Manuela is one of those good girls that you don't meet anymore. Something out of the nineteen-forties. She's been with one guy in her entire life, her ex-husband. amazing. great manners. perfect etiquette. She heard me say fuck once and she asked me in her very heavy broken English Brasilian accent “Fishy, do you say words like this?” almost shocked. In fact, she probably was shocked. And I said “no no. I was just kidding.” I don't think she has any idea who I am. Who Fishy is. I think she just likes hanging out with me, doesn’t know much about me. I think that if she ever read these diaries that she would be truly shocked. Horrified probably. You just don't meet girls like her anymore. A guy like me could destroy a girl like her because she just has no reference points to know how to deal with or relate to who I am or how I act or the things I say.
From this recent experience with the dove I was again reminded how important it is, this evening especially, to be a gentleman and really be careful in your speech and actions not to lead people on. if its not going romantic, you don't play romantic. Period. You be a man. you grow up. you don't play games with people. you are clear from the beginning and you act from that space. from a clean space. don't blur the lines. Some people do it they say out of ignorance. They think they're playing clean and they can’t figure out why people are misunderstanding their messages and getting hurt or mislead by them all the time. they swear they aren't a player, but people keep telling them that they're a player... other people do it just because they're fucking vampires and they don't care about the other. they are just sucking attention or affection for themselves selfishly, whether deliberately or not. Either way, its fucked up. I would say that in the last few years I have gotten really good at being careful about this and not giving the wrong signals if I'm not feeling it. I am proud of this.
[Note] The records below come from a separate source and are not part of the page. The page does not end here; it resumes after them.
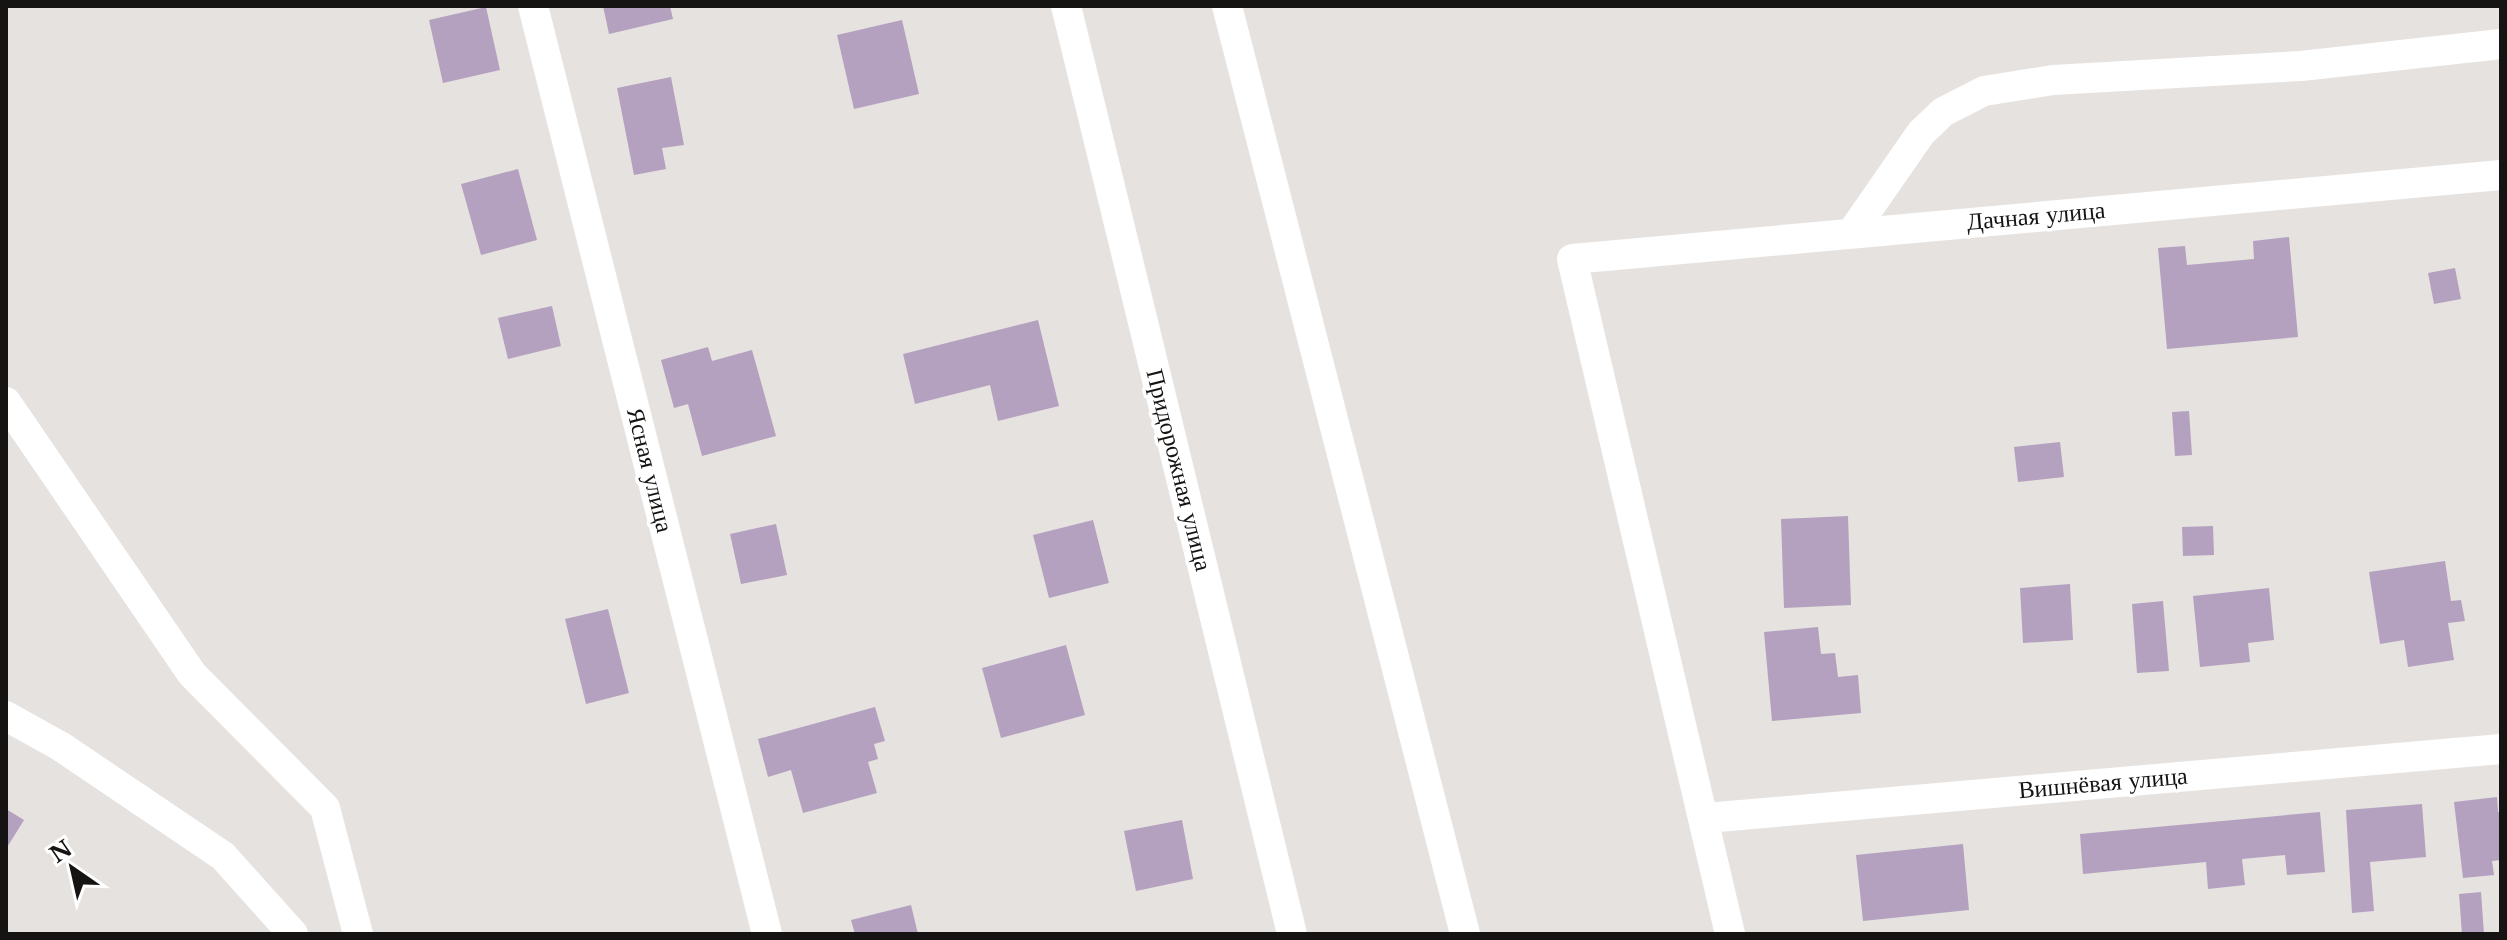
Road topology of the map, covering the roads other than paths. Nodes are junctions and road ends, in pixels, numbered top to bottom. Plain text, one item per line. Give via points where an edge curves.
1 (533, 6) edge
2 (1066, 6) edge
3 (1227, 6) edge
4 (2501, 44) edge
5 (2501, 175) edge
6 (1853, 231) junction
7 (6, 402) edge
8 (6, 716) edge
9 (2501, 749) edge
10 (1706, 818) junction
11 (293, 934) edge
12 (358, 934) edge
13 (767, 934) edge
14 (1292, 934) edge
15 (1465, 934) edge
16 (1730, 934) edge

1 - 13 street, Ясная улица
2 - 14 street, Придорожная улица
3 - 15 street
4 - 6 street via 2301,66 2053,80 1984,91 1943,112 1921,133
5 - 6 street, Дачная улица
6 - 10 street, Дачная улица via 1572,259
7 - 12 street via 192,674 325,808
8 - 11 street via 60,746 223,856
9 - 10 street, Вишнёвая улица
10 - 16 street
I just think that in the end, no matter how many times we say it and think it, and feel it, it still all comes down to ‘do unto others as you would have them do unto you.’ if we can master that in this lifetime, we are there. in a nutshell.
New Yorkers are super into sports. You realize that pretty early on. I don't mean people who live in New York. those aren't New Yorkers. I mean New Yorkers. People who grew up here. they like effing love the Yankees. Man its all they ever talk about. totally foreign to me. But its kind of fun too the way it seems to bond them together. all you have to do is mention in passing, ‘how was the game?’ you don't even have to say what game. Everyone knows what game you are talking about. and its instantaneous bonding. That's New York. just a small part of what makes it such a great place to live and breathe.
Last screening: I finally finished the history of the barbarian tribes documentaries. So now I'm watching all the old Gong Shows. Seriously. I bought the whole freaking collection on eBay. I'm a FREAK. I know. but its so absurd and stupid. you really can’t believe that it ever existed. Chuck Barris is a God-clown.
Current spin: keane, again. and Yupi by Hashimoto. Brilliant!!! Buy it.